[lbo-talk] Is Wall St. full of criminals?

brad babscritique at gmail.com
Wed May 18 06:55:59 PDT 2011



>Couldn't we similarly ask whether advocating prosecution of an accused male >rapist for rape - say, just for instance, the head of an international financial >institution - diverts our attention from the need to overcome patriarchy?


>To which I'd want to answer: "Who do you mean 'we,' white man?"


>Seriously, isn't it a false (and disempowering) binary?


>"History unfolds functionally within a structural context." - Michael Parenti
>>>>>>>>>>>>>>>>>>>>>>>>>>>>>>>>>>>>>>>>>>>>>>>>>>>>>>>>>
That's a terrible analogy and doesn't apply at all. Sure there are some who did break the law but they did not cause the financial crisis. The cause was the very nature of the law that allowed certain things to happen, all perfectly legal. Therefore the only people who should do the perp walk, apart from the few who did engage in illegal activity (even though they did not cause the crisis), for the crisis are the regulators who did not do their job and the politicians who created the laws as such (of course you cannot hold someone accountable for breaking a law through their action of creating one).

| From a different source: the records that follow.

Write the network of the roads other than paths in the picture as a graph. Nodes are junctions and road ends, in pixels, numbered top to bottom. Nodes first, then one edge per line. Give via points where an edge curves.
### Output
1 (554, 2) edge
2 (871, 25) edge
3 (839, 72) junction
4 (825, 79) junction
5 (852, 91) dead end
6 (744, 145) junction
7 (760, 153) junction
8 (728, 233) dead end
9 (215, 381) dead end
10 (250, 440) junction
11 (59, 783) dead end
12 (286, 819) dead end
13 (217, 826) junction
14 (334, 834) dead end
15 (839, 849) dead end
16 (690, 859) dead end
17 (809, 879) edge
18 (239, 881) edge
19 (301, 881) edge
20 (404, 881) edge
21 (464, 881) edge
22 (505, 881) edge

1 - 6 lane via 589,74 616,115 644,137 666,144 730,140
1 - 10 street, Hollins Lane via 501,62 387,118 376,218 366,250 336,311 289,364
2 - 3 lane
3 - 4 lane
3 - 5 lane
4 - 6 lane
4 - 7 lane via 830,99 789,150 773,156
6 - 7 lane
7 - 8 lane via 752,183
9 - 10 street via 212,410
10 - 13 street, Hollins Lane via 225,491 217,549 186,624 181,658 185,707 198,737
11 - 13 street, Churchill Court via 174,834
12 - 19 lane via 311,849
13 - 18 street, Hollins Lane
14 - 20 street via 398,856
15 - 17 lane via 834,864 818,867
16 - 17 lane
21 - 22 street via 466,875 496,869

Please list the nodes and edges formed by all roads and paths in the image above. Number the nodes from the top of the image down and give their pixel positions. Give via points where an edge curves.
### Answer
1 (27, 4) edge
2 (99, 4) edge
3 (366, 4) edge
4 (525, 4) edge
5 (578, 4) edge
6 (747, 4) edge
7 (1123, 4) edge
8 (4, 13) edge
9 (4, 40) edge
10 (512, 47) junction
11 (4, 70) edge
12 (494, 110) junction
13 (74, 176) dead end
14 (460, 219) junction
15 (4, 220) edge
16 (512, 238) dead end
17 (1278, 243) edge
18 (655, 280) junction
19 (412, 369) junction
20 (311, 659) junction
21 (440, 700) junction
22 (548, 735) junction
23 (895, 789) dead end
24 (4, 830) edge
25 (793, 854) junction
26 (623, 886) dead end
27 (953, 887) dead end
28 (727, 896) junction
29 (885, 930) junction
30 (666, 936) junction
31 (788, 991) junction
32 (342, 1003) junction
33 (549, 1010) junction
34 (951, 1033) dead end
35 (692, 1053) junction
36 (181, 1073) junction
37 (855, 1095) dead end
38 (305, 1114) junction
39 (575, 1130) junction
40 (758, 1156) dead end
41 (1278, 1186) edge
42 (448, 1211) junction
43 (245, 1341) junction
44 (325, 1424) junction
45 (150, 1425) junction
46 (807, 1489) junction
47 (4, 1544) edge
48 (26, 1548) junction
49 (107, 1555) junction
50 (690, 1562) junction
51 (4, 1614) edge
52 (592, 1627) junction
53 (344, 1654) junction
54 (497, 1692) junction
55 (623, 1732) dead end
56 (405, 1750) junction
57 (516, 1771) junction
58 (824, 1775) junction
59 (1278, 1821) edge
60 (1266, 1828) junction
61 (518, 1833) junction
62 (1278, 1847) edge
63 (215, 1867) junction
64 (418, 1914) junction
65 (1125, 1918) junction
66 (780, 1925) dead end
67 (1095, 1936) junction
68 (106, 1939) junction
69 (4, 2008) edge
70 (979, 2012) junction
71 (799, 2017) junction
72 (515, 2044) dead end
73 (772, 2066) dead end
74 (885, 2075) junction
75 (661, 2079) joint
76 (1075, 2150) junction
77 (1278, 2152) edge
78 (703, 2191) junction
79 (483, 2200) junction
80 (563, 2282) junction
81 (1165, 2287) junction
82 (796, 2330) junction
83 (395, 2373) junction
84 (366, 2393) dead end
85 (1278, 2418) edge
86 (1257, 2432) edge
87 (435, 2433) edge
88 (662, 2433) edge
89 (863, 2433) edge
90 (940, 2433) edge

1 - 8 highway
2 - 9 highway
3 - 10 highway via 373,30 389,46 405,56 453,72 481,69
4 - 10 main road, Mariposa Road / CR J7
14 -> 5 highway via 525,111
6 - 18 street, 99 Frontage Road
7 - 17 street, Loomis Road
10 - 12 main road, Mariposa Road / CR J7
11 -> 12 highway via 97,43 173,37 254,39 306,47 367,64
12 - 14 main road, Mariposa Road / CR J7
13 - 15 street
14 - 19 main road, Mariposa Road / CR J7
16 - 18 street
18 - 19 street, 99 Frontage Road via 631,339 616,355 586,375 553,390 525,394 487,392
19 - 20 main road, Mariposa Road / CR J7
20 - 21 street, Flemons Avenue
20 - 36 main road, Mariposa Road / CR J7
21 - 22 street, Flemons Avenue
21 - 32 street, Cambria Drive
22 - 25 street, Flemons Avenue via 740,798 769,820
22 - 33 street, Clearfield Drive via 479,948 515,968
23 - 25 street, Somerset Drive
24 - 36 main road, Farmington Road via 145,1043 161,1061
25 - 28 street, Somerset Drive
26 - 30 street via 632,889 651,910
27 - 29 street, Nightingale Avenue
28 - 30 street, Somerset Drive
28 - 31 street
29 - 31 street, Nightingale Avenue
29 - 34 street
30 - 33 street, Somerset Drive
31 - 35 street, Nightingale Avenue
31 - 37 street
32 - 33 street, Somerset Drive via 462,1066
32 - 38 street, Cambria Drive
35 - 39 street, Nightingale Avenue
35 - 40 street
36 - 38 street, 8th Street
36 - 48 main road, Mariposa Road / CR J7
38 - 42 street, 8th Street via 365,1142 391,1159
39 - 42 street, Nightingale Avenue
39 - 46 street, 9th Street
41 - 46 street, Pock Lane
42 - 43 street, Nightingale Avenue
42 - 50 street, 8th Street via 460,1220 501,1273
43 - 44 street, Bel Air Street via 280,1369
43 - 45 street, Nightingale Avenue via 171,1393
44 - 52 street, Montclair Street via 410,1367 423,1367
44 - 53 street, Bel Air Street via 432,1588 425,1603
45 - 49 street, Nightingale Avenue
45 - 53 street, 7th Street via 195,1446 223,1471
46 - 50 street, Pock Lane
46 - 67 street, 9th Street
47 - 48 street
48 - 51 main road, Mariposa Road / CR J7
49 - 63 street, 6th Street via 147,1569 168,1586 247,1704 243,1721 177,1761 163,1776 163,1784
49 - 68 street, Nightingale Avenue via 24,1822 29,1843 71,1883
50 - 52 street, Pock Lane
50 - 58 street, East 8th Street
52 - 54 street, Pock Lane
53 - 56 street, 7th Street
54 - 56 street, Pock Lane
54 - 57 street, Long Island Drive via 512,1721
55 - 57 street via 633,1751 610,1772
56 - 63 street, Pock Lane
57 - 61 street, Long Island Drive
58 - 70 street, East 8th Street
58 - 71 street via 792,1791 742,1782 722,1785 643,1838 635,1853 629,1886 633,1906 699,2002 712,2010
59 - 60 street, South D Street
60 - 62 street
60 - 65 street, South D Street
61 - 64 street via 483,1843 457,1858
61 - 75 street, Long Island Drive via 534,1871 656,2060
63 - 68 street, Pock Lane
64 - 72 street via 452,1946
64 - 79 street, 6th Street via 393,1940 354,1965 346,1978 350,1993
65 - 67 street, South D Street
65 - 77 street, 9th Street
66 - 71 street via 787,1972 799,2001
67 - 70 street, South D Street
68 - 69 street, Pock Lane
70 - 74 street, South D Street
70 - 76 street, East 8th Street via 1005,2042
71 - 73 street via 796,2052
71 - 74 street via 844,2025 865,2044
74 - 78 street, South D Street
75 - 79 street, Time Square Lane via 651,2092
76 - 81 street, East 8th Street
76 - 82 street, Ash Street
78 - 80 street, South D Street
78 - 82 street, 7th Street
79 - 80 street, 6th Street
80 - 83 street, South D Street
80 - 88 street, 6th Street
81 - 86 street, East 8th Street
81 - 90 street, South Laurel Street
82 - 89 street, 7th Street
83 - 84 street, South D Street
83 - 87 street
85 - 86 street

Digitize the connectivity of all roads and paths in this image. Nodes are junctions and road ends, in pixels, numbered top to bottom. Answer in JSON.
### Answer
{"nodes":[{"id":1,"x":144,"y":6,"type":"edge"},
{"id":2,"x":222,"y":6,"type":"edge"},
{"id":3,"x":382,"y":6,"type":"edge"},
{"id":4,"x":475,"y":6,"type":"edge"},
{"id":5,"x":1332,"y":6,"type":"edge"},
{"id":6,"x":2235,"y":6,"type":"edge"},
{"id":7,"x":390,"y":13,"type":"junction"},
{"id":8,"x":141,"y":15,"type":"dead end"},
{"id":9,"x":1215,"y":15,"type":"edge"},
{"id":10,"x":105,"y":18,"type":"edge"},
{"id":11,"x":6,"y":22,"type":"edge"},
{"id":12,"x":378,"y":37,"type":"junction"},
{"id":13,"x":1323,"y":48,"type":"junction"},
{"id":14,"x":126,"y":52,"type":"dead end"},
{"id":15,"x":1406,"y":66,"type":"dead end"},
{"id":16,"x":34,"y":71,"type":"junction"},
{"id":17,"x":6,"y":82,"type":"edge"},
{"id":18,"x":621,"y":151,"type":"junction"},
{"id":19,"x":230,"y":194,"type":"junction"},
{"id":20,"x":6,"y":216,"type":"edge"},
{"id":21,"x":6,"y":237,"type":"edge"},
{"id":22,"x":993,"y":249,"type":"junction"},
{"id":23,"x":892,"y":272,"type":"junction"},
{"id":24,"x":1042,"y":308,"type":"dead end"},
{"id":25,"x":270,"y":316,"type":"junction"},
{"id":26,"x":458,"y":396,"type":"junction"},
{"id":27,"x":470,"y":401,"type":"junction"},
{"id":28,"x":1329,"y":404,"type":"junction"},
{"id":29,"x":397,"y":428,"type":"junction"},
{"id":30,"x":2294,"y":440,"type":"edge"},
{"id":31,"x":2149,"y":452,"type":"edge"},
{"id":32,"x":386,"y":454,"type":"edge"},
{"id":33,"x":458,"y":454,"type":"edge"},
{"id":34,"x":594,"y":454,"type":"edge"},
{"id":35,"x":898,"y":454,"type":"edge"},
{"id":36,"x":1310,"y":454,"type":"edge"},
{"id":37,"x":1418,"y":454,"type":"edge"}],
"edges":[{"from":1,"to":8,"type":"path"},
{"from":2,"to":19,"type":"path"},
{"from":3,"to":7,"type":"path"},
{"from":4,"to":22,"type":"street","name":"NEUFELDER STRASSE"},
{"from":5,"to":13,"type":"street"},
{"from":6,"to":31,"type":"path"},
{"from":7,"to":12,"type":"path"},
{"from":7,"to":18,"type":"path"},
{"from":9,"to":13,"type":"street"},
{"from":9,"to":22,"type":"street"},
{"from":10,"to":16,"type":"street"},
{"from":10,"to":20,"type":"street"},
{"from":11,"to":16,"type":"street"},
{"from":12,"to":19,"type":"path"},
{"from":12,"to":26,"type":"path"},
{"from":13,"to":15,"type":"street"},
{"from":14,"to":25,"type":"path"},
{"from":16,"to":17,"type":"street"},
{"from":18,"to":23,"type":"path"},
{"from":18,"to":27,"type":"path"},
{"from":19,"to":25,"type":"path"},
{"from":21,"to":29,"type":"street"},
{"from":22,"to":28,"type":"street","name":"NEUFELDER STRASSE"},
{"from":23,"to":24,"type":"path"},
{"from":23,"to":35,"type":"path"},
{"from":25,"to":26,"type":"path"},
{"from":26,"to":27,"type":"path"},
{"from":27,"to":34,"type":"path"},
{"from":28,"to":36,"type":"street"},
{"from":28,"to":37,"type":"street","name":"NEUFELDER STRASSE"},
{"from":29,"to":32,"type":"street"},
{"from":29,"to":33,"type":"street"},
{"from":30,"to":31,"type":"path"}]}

Your rape comparison does not hold because we all live in a patriarchal society but we don't all rape. Therefore, patriarchy doesn't in itself cause a man to rape. While everyone in finance was engaged in or connected to the RMBS. The system of laws put in place did cause the financial collapse. By focusing on those who deviated from the norm you do in fact distract from the overall source of the problem when dealing with finance.

What's the Marx quote about our enemy is capitalism, not individual capitalists.